In spite of these issues, Turok still shines whenever dinosaurs take center stage, particularly when you put aside the conventional weapons and rely on your trusty blade. Knife kills are the most satisfying method of spilling a leaping lizard’s blood, not just because of the cool and bloody animation that showcases the kill, but also because the swift dinos can be tough to catch. The shotgun’s flare ammo is also a terrific way of handling a crowd of carnivores. If you hit one with a flare, the others will voraciously descend on it like condors to carrion, which gives you room to breathe. The rest of your arsenal is a traditional mix of weaponry: sniper rifle, SMG, rocket launcher, flamethrower, and so on. You can dual-wield many of these firearms, though you won’t need to very often, given that the ability to aim a weapon is usually more desirable than the additional power of a second firearm.
You can take your extermination skills online, but two weeks after release, there is practically no one playing.
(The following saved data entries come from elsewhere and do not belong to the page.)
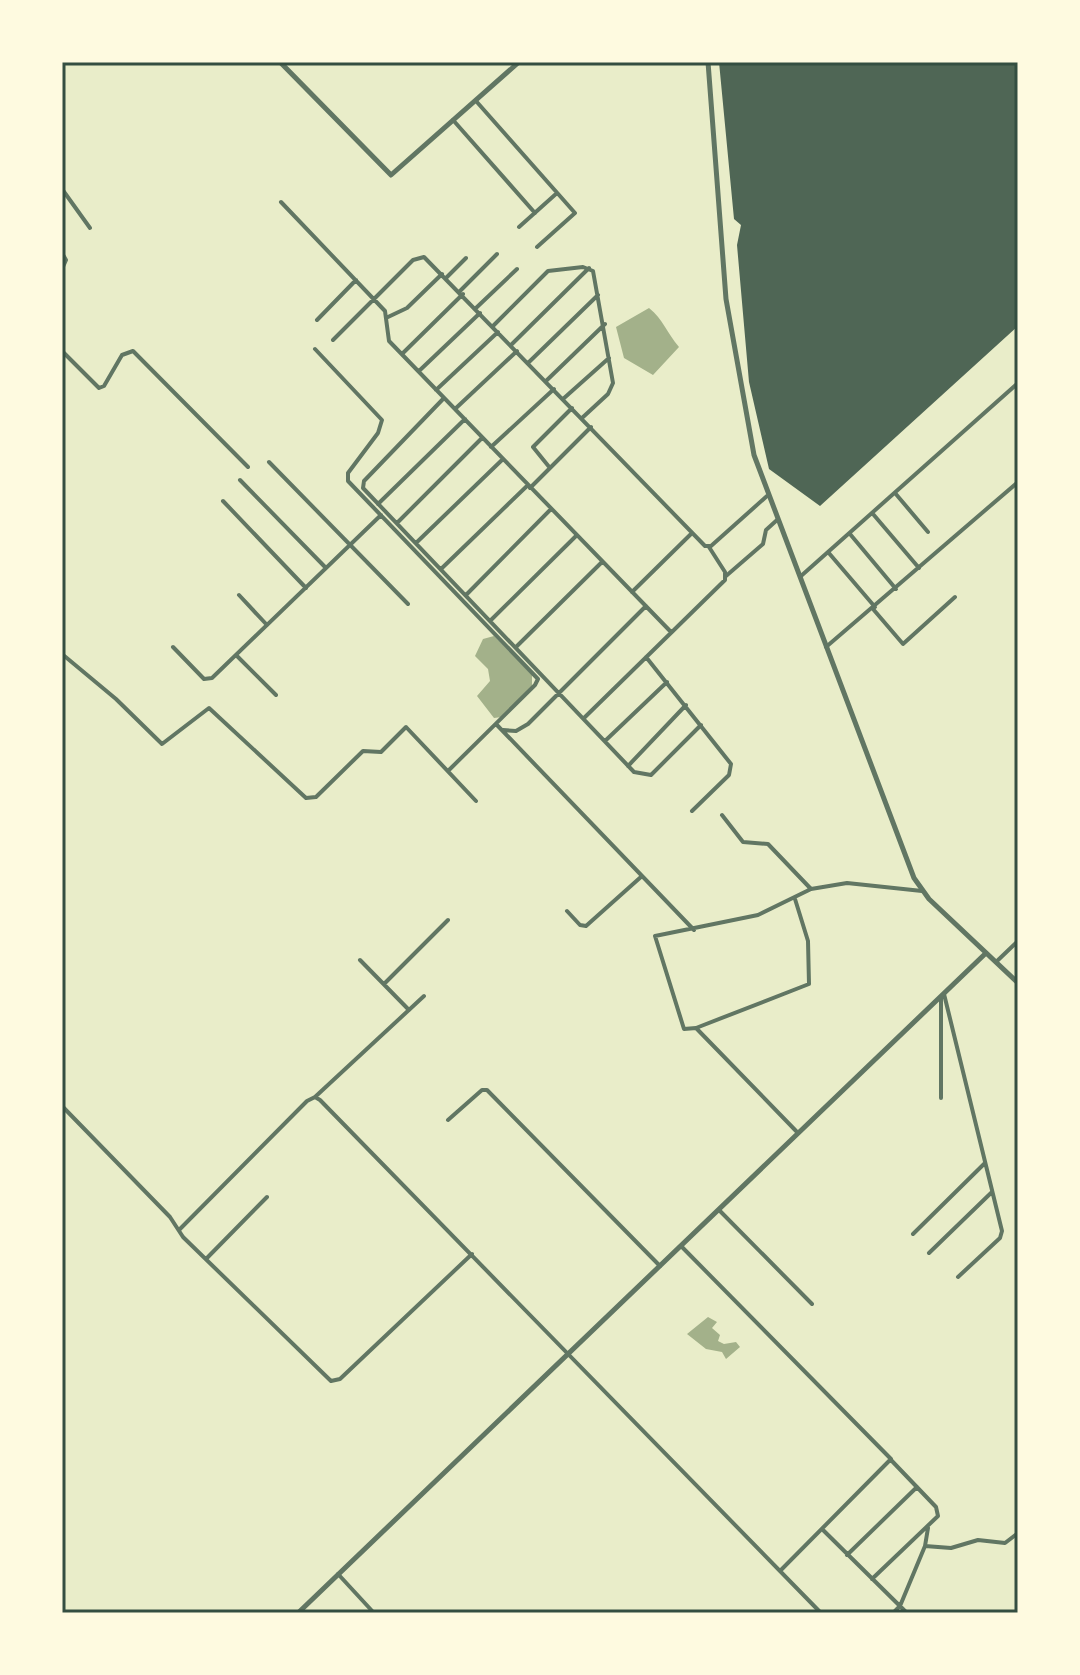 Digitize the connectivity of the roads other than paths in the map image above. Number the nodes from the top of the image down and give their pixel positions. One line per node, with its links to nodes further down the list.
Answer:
1 (280, 62): 5 (street)
2 (519, 62): 4 (street)
3 (708, 62): 61 (street)
4 (475, 100): 5 (street); 7 (street)
5 (453, 120): 9 (street)
6 (62, 189): 11 (street)
7 (557, 193): 9 (street); 12 (street)
8 (281, 202): 20 (street)
9 (535, 213): 10 (street)
10 (519, 227)
11 (90, 228)
12 (537, 247)
13 (62, 253): 17 (street)
14 (497, 254): 21 (street)
15 (466, 258): 19 (street)
16 (589, 268): 22 (street); 29 (street); 32 (street)
17 (62, 269)
18 (517, 269): 24 (street)
19 (444, 276): 21 (street); 23 (street); 26 (street)
20 (356, 280): 23 (street); 27 (street)
21 (461, 293): 24 (street); 36 (street)
22 (599, 294): 28 (street); 38 (street)
23 (374, 299): 26 (street); 31 (street)
24 (476, 308): 25 (street)
25 (480, 313): 29 (street); 39 (street)
26 (388, 317): 36 (street)
27 (317, 320)
28 (605, 324): 37 (street); 40 (street)
29 (493, 326): 30 (street)
30 (498, 332): 32 (street); 43 (street)
31 (333, 340)
32 (511, 345): 35 (street)
33 (315, 349): 66 (street)
34 (62, 351): 55 (street)
35 (517, 351): 38 (street); 47 (street)
36 (402, 354): 39 (street)
37 (610, 357): 45 (street); 48 (street)
38 (528, 363): 40 (street)
39 (419, 371): 43 (street)
40 (546, 381): 42 (street)
41 (1018, 383): 60 (street)
42 (554, 389): 45 (street); 52 (street)
43 (436, 390): 44 (street)
44 (444, 398): 47 (street); 63 (street)
45 (563, 399): 46 (street)
46 (572, 408): 48 (street); 56 (street)
47 (455, 409): 49 (street)
48 (582, 418): 50 (street)
49 (465, 419): 51 (street); 63 (street)
50 (591, 427): 56 (street); 70 (street)
51 (482, 438): 52 (street); 68 (street)
52 (491, 447): 53 (street)
53 (503, 459): 59 (street); 73 (street)
54 (269, 462): 74 (street)
55 (248, 467)
56 (550, 468): 59 (street)
57 (240, 480): 78 (street)
58 (1018, 482): 79 (street)
59 (529, 486): 64 (street); 80 (street)
60 (895, 493): 65 (street); 69 (street)
61 (767, 496): 67 (street); 75 (street)
62 (223, 501): 83 (street)
63 (378, 504): 68 (street)
64 (551, 509): 72 (street); 87 (street)
65 (873, 514): 71 (street); 79 (street)
66 (381, 515): 74 (street); 106 (street)
67 (777, 520): 81 (street); 82 (street)
68 (397, 523): 73 (street)
69 (928, 532)
70 (692, 533): 75 (street); 85 (street)
71 (850, 534): 76 (street); 84 (street)
72 (577, 535): 77 (street); 92 (street)
73 (416, 543): 80 (street)
74 (350, 545): 78 (street); 89 (street)
75 (709, 547): 81 (street)
76 (828, 552): 82 (street); 91 (street)
77 (602, 562): 85 (street); 96 (street)
78 (326, 568): 83 (street)
79 (919, 568): 84 (street)
80 (441, 569): 87 (street)
81 (726, 576): 94 (street)
82 (799, 578): 97 (street)
83 (306, 588): 93 (street)
84 (896, 589): 91 (street)
85 (632, 592): 90 (street)
86 (239, 595): 93 (street)
87 (466, 595): 92 (street)
88 (955, 597): 91 (street)
89 (408, 604)
90 (646, 606): 94 (street); 102 (street)
91 (874, 608): 97 (street)
92 (491, 620): 96 (street)
93 (267, 625): 99 (street)
94 (671, 632): 100 (street)
95 (173, 647): 99 (street)
96 (516, 647): 102 (street)
97 (826, 647): 117 (street)
98 (62, 654): 111 (street)
99 (236, 655): 103 (street)
100 (646, 657): 101 (street); 105 (street)
101 (667, 682): 104 (street); 109 (street)
102 (560, 692): 105 (street); 108 (street)
103 (276, 695)
104 (686, 705): 107 (street); 110 (street)
105 (584, 718): 109 (street)
106 (496, 724): 108 (street); 111 (street)
107 (701, 725): 110 (street); 113 (street)
108 (501, 729): 115 (street)
109 (605, 741): 110 (street)
110 (628, 766)
111 (449, 770): 112 (street)
112 (476, 801)
113 (692, 811)
114 (722, 815): 116 (street)
115 (642, 876): 119 (street); 121 (street)
116 (811, 889): 117 (street); 118 (street)
117 (922, 891): 123 (street)
118 (795, 899): 121 (street); 131 (street)
119 (567, 911)
120 (448, 920): 127 (street)
121 (694, 930): 131 (street)
122 (1018, 941): 125 (street)
123 (986, 953): 125 (street); 128 (street)
124 (360, 960): 127 (street)
125 (996, 962): 126 (street)
126 (1018, 983)
127 (384, 984): 130 (street)
128 (942, 995): 133 (street); 136 (street); 137 (street)
129 (424, 996): 130 (street)
130 (409, 1010): 132 (street)
131 (696, 1028): 136 (street)
132 (315, 1097): 141 (street); 145 (street)
133 (941, 1098)
134 (62, 1106): 141 (street)
135 (448, 1120): 147 (street)
136 (798, 1133): 140 (street)
137 (985, 1163): 138 (street); 142 (street)
138 (992, 1192): 144 (street); 148 (street)
139 (267, 1197): 146 (street)
140 (719, 1210): 143 (street); 149 (street)
141 (179, 1230): 146 (street)
142 (913, 1234)
143 (681, 1246): 147 (street); 151 (street)
144 (929, 1253)
145 (472, 1254): 146 (street); 150 (street)
146 (206, 1259)
147 (660, 1266): 150 (street)
148 (958, 1277)
149 (812, 1304)
150 (567, 1354): 158 (street); 159 (street)
151 (891, 1459): 152 (street); 154 (street)
152 (917, 1487): 153 (street); 157 (street)
153 (928, 1526): 156 (street); 160 (street)
154 (822, 1530): 157 (street); 158 (street)
155 (1018, 1533): 156 (street)
156 (925, 1546): 161 (street)
157 (847, 1555): 160 (street)
158 (780, 1571): 164 (street)
159 (338, 1574): 162 (street); 163 (street)
160 (872, 1579): 161 (street)
161 (900, 1606): 165 (street); 166 (street)
162 (298, 1613)
163 (374, 1613)
164 (821, 1613)
165 (893, 1613)
166 (907, 1613)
Although the largest maps support up to 16 players, we never found that many people playing at one time, so your deathmatches may end up being one-versus-one games that end before the target kill count is reached. Two Capture the Flag options and a team mode called Wargames round out the competitive online modes, though it’s impossible to get the most out of them when you can’t find a full contingent of players. There are also a few cooperative missions, though it’s painful to find a player to enjoy them with. The tiny online population means that the multiplayer’s claim to fame– computer-controlled dinosaurs that periodically respawn to create havoc–will go unnoticed. It’s too bad, because the maps are designed well and set the stage for massive battles that sadly never occur.
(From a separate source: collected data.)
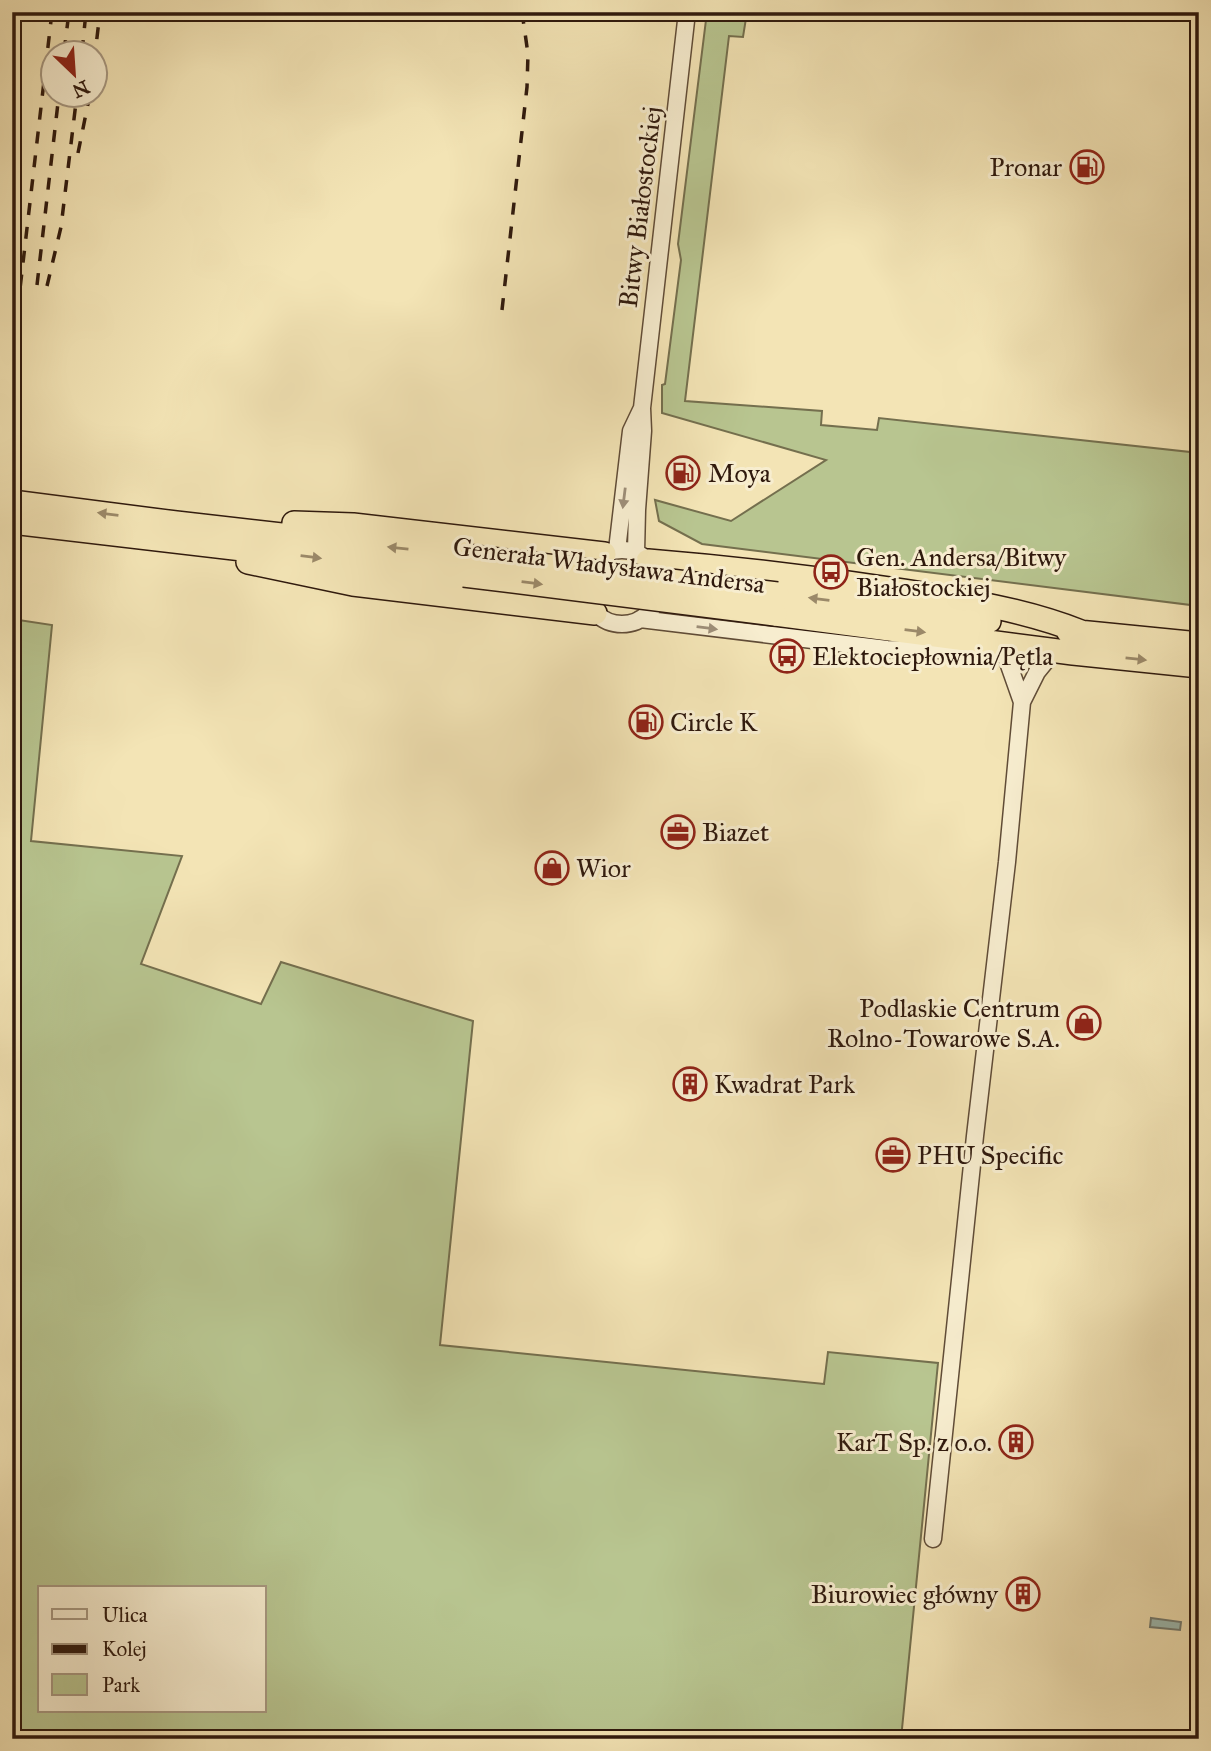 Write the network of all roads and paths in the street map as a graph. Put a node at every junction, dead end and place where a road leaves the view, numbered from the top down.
1 (687, 12) edge
2 (642, 408) junction
3 (12, 502) edge
4 (12, 522) edge
5 (173, 531) junction
6 (611, 552) junction
7 (642, 556) junction
8 (595, 612) junction
9 (640, 619) junction
10 (1199, 644) edge
11 (1068, 647) junction
12 (1004, 651) junction
13 (1199, 666) edge
14 (1022, 702) junction
15 (933, 1539) dead end

1 - 2 street, Bitwy Białostockiej
2 -> 6 street, Bitwy Białostockiej
2 - 7 street, Bitwy Białostockiej
5 -> 3 highway, Generała Władysława Andersa
4 - 5 highway, Generała Władysława Andersa
5 - 6 highway
5 - 8 highway
5 - 11 highway, Generała Władysława Andersa, bridge
6 - 7 street
6 - 8 street
7 - 9 street
7 - 11 highway
8 - 9 street
9 -> 12 street
10 - 11 highway, Generała Władysława Andersa
11 - 12 highway
11 -> 13 highway, Generała Władysława Andersa
11 - 14 street
12 - 14 street
14 - 15 street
Turok was built using the Unreal 3 engine, yet it pales in comparison to many other games that use the same technology. Environments are bland and look nothing like the lush jungles featured in other shooters. Foliage is underwhelming and textures are dull, and the linear levels never give you a sense that you’re making your way through a tangled tropical paradise. It seems that most of the attention was given to the dinosaurs themselves; their animations are outstanding, and they look daunting and ferocious. Regardless, the price you pay for middling visuals is rather severe. On two computers that both greatly exceeded the minimum requirements, the frame rate suffered from noticeable dips. Protracted loading times between missions and a long installation process that involves two DVDs are both unseemly drawbacks for an ordinary-looking game that takes only eight hours to finish.
PC-specific issues and glitches keep this version of Turok from being the one you want to pick up if you are in the market for a dino-killing extravaganza. Those roaring reptiles pack a punch, and patient players may find enough pleasure in decimating the dilophosaurus to overlook the flaws. Sadly, aside from the dinosaurs, there’s nothing particularly memorable or exciting about Turok, and it certainly doesn’t meet the high standards set by other modern shooters.